Только когда огни Луисвилла и Нью-Олбани исчезли за их спинами и «Грезы Февра», окутанный паром, принялся плавно рассекать грудью гладь вод, заключенную между берегами, черную и пустынную, как столетие назад, Эбнер Марш увидел, что на капитанский мостик поднялся Джошуа Йорк.
Одет он был с иголочки, в белоснежных штанах и таком же фраке, в жилете густо-голубого цвета и белой сорочке с многочисленными рюшами, воланами и кружевами. На шее повязан голубой шелковый галстук. Из кармашка жилета свешивалась серебряная цепь от часов. Один из бледных пальцев украшал большой серебряный перстень со сверкающим голубым камнем. Белый и голубой в сочетании с серебром были цветами парохода, и Йорк выглядел неотъемлемой частью его.
– О, мне нравится твой костюм, Джошуа, – не преминул заметить Марш.
Йорк улыбнулся:
– Спасибо, он как будто к месту. Ты тоже выглядишь потрясающе.
Марш купил себе новый капитанский китель с блестящими медными пуговицами и фуражку с вышитым на ней серебряной нитью названием парохода.
– Да-а-а, – протянул Марш. С комплиментами у него дела обстояли туго, гораздо проще и легче ему было выругаться. – Ты уже проснулся, когда мы отчаливали?

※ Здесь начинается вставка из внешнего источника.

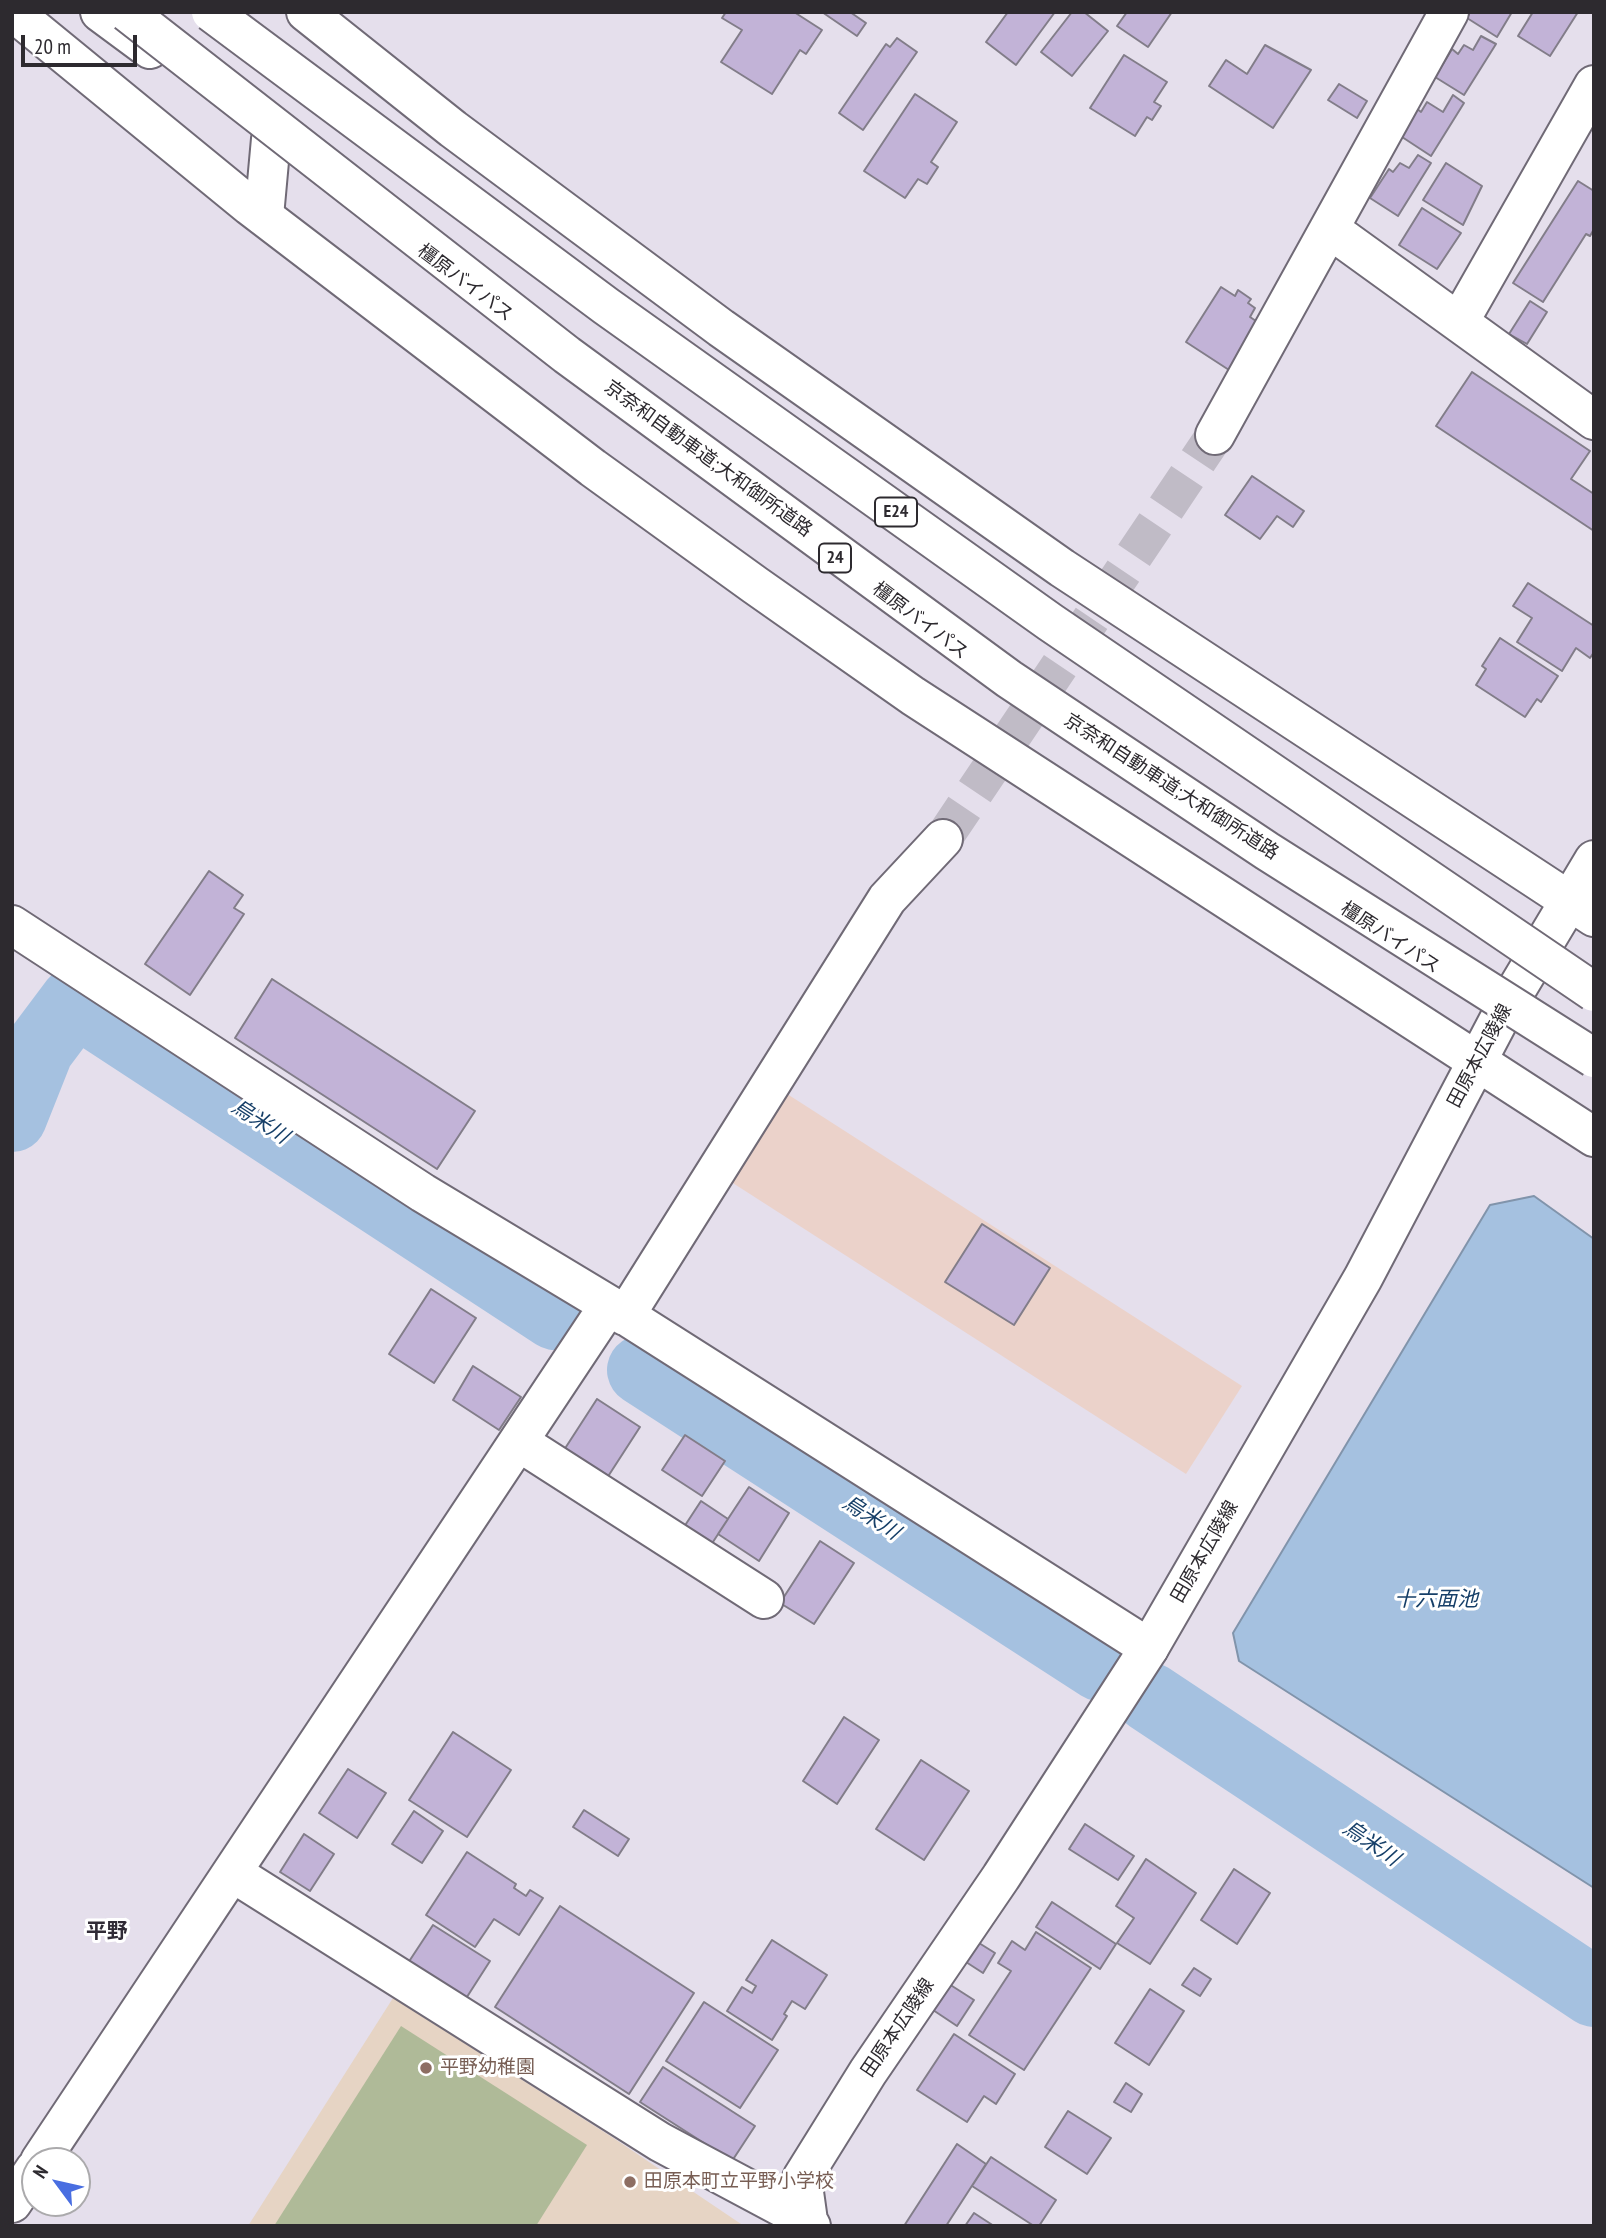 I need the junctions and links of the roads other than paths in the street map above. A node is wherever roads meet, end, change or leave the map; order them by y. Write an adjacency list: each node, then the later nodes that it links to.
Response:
1 (13, 12): 10 (main road)
2 (100, 12): 9 (main road, 橿原バイパス / 24)
3 (127, 12): 23 (main road, 京奈和自動車道;大和御所道路, bridge)
4 (211, 12): 21 (main road, E24, bridge)
5 (237, 12): 19 (main road)
6 (306, 12): 17 (main road)
7 (1449, 12): 11 (main road)
8 (1594, 85): 12 (main road)
9 (271, 139): 10 (main road); 22 (main road, 橿原バイパス / 24)
10 (264, 216): 24 (main road)
11 (1331, 230): 12 (main road); 14 (main road)
12 (1459, 322): 13 (main road)
13 (1594, 420)
14 (1215, 435)
15 (943, 839): 27 (main road)
16 (1594, 860): 17 (main road, 田原本広陵線)
17 (1582, 909): 19 (main road, 田原本広陵線)
18 (12, 925): 27 (main road)
19 (1543, 943): 20 (main road); 22 (main road, 田原本広陵線)
20 (1594, 975)
21 (1594, 992)
22 (1503, 1012): 24 (main road, 田原本広陵線); 25 (main road, 橿原バイパス / 24)
23 (1594, 1058)
24 (1477, 1061): 26 (main road); 30 (main road, 田原本広陵線)
25 (1594, 1071)
26 (1594, 1137)
27 (617, 1311): 28 (main road); 30 (main road)
28 (519, 1442): 29 (main road); 31 (main road)
29 (764, 1599)
30 (1149, 1648): 33 (main road, 田原本広陵線)
31 (233, 1873): 32 (main road); 33 (main road)
32 (49, 2147)
33 (809, 2224)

Большую часть дня, пока Марш, обливаясь потом и нервничая, фактически выполнял обязанности капитана, Йорк проспал у себя в капитанской каюте, размещенной на палубной надстройке. Марш постепенно привыкал к образу жизни, который вел Йорк и его компаньоны: днем они почивали и бодрствовали ночью. Как-то раз он выразил свое удивление; Джошуа только улыбнулся и снова прочел ему стихотворение о «броском одеянье дня».
– Я стоял на штормовом мостике перед трубами и видел, как мы отчаливали. Там было довольно прохладно.
– При быстром движении судна возникает сильный ветер, – пояснил Марш. – Значения не имеет, какая жаркая стоит погода или как сильно горят топки. Наверху всегда приятно и прохладно. Иногда я испытываю жалость к тем, кто едет на основной палубе, но что, черт возьми, я могу поделать, если за такой проезд они платят жалкий доллар.
– Конечно, – согласился Джошуа.
В этот момент судно слегка дрогнуло.
– Что это было? – поинтересовался Йорк.
– По всей видимости, мы наскочили на большое бревно, – ответил Марш. – Правильно я говорю? – спросил он у рулевого.
– Да, зацепили краем, – ответил речник. – Не беспокойтесь, капитан, повреждений нет.
Эбнер Марш кивнул и повернулся к Йорку:
– Что ж, может быть, пройдем вниз, в кают-компанию? Там должны собраться все пассажиры. Сегодня первая ночь на корабле, они могут волноваться. Нам нужно увидеться с ними, успокоить всех, проследить за тем, чтобы все шло своим чередом.
– С радостью, – согласился Йорк. – Но для начала, Эбнер, не зайдешь ли ты на минуту ко мне? Хочу угостить тебя вином. Мы должны отпраздновать начало плавания, не так ли?
Марш пожал плечами:
– Выпить по стаканчику? Почему бы и нет? – Он отдал честь рулевому: – Доброй ночи, мистер Дейли. Я прикажу прислать вам кофе, выпьете, когда пожелаете.
Оставив рулевую рубку, Марш и Йорк направились к капитанской каюте. У двери они немного задержались, пока Йорк отпирал замок. Он настоял на том, чтобы его собственная и все остальные каюты первого класса были оснащены хорошими замками. Маршу это показалось довольно странным, однако он закрыл на это глаза. В конце концов, Йорк не привык к жизни на борту парохода, к тому же большинство остальных его просьб оказались довольно разумными, скажем, все это серебро и зеркала в главном салоне, превратившие его в такое восхитительное место.